Summer Care for Plumeria

Summer is the most critical time of they year to care for your plumeria. Watching for signs of heat stress, insects. but proper watering tops the list.

Yellow leaves are normal to a point, plumeria put on new leaves and shed the old ones at the bottom. But if you see more than normal, you should first check your soil for too much or too little water. 

Whether you’re coping with a mini heatwave or a summer-long slog of extreme high temperatures, here are a few tips to help you to help your plants cope with heat stress.

It’s obvious that in hot, dry weather, plumeria will need more water to keep them healthy and productive. But it’s important to be smart about watering to make the most of every drop.

The best time to water is early in the morning, when moisture is slower to evaporate and water levels can be recharged ahead of the heat of the day.

Check soil regularly, every day if you can, and water if it’s dry at finger depth. Remember, it’s better to really drench the soil once every few days, rather than merely dampen the surface daily.

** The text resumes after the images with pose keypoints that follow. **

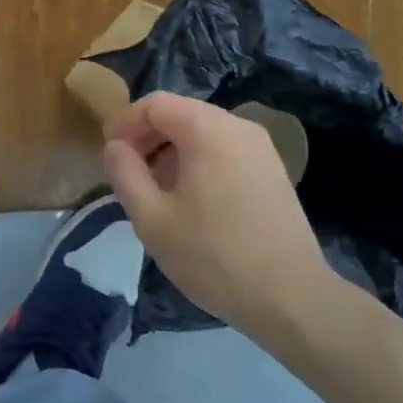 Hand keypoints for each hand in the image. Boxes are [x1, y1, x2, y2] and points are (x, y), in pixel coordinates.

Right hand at [104, 92, 331, 340]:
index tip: (110, 156)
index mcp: (207, 129)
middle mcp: (238, 126)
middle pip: (180, 114)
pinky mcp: (274, 170)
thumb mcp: (151, 218)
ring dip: (172, 152)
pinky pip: (225, 150)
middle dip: (148, 139)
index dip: (125, 124)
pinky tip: (193, 203)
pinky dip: (200, 163)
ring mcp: (262, 147)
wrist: (292, 298)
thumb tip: (116, 146)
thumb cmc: (213, 256)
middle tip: (130, 175)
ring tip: (158, 193)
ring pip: (203, 133)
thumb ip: (124, 172)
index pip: (154, 104) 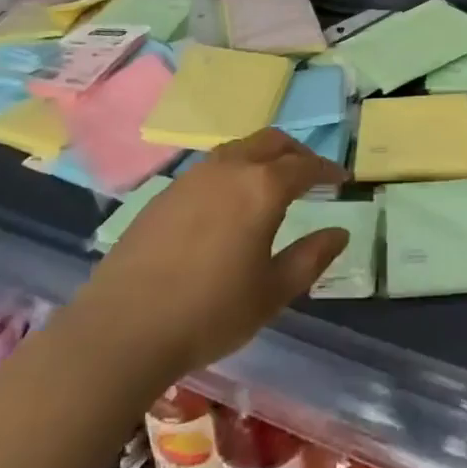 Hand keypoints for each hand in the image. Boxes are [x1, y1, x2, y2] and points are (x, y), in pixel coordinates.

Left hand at [67, 130, 349, 383]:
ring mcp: (194, 175)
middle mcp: (230, 167)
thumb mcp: (272, 292)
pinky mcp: (167, 190)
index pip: (304, 165)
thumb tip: (340, 232)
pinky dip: (234, 171)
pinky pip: (212, 167)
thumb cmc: (210, 312)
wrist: (125, 325)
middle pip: (272, 141)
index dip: (327, 169)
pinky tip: (229, 203)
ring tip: (271, 184)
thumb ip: (311, 257)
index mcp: (262, 187)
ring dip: (263, 156)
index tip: (341, 178)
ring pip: (239, 148)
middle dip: (296, 152)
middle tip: (310, 173) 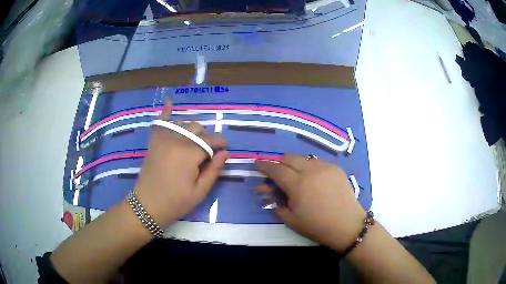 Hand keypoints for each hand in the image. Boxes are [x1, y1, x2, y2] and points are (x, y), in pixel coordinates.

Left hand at [134, 100, 228, 226]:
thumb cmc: (175, 202)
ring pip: (183, 123)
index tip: (225, 146)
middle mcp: (176, 140)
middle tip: (208, 152)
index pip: (210, 140)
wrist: (147, 206)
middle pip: (197, 129)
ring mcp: (162, 138)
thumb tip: (225, 152)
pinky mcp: (154, 141)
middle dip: (207, 137)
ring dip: (192, 129)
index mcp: (189, 154)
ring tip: (195, 142)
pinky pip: (161, 121)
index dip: (220, 142)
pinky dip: (166, 110)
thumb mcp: (200, 192)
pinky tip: (170, 100)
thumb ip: (214, 170)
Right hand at [256, 155, 365, 251]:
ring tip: (297, 178)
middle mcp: (310, 170)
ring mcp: (325, 167)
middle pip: (288, 158)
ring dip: (295, 165)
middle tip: (277, 174)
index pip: (275, 170)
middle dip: (279, 163)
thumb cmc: (317, 225)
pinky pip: (317, 162)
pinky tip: (314, 180)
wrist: (347, 224)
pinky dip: (310, 167)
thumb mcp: (291, 219)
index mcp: (297, 184)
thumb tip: (266, 191)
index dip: (264, 166)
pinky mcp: (336, 168)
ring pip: (303, 158)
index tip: (257, 163)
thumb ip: (276, 202) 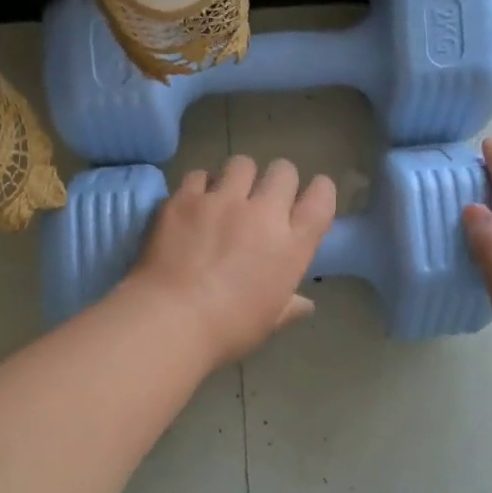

Plumeria in smaller pots dry out very quickly and may need watering twice a day, especially if it’s windy too. Check that the water is actually being absorbed, you don’t want it just running straight down cracks between the potting soil and container wall. Continue watering until you see water running out of the bottom. Do not use pot saucers to hold the water around your pots for longer.

Stop Fertilizing

When temperatures rise above 90-95º F, plumeria can really start to struggle. Plumeria tend to drop leaves, a natural response that reduces water loss. They may also slow down or stop producing new leaves as they try to cope with the heat.

Now you may think the answer is to fertilize your crops to make them stronger, but this only exacerbates the situation, because plants will then need even more water to process all that fertilizer. A sudden flush of nutrients also signals to the plant that it’s time to grow, a dangerous and stress, inducing move in soaring temperatures. So stop fertilizing and concentrate on watering instead.

It is best to use a slow release fertilizer at the beginning of the growing or blooming season.

During Extreme Heat Add Some Shade

When it’s over 100 degrees it may be a good idea to add some shade. You can find shade cloth at your local big box store in different levels of sun block, from 15%, 30%, 40% and more. Plumeria won’t grow as fast under it or bloom as much, but they’ll still receive some sunshine and will be a lot less stressed.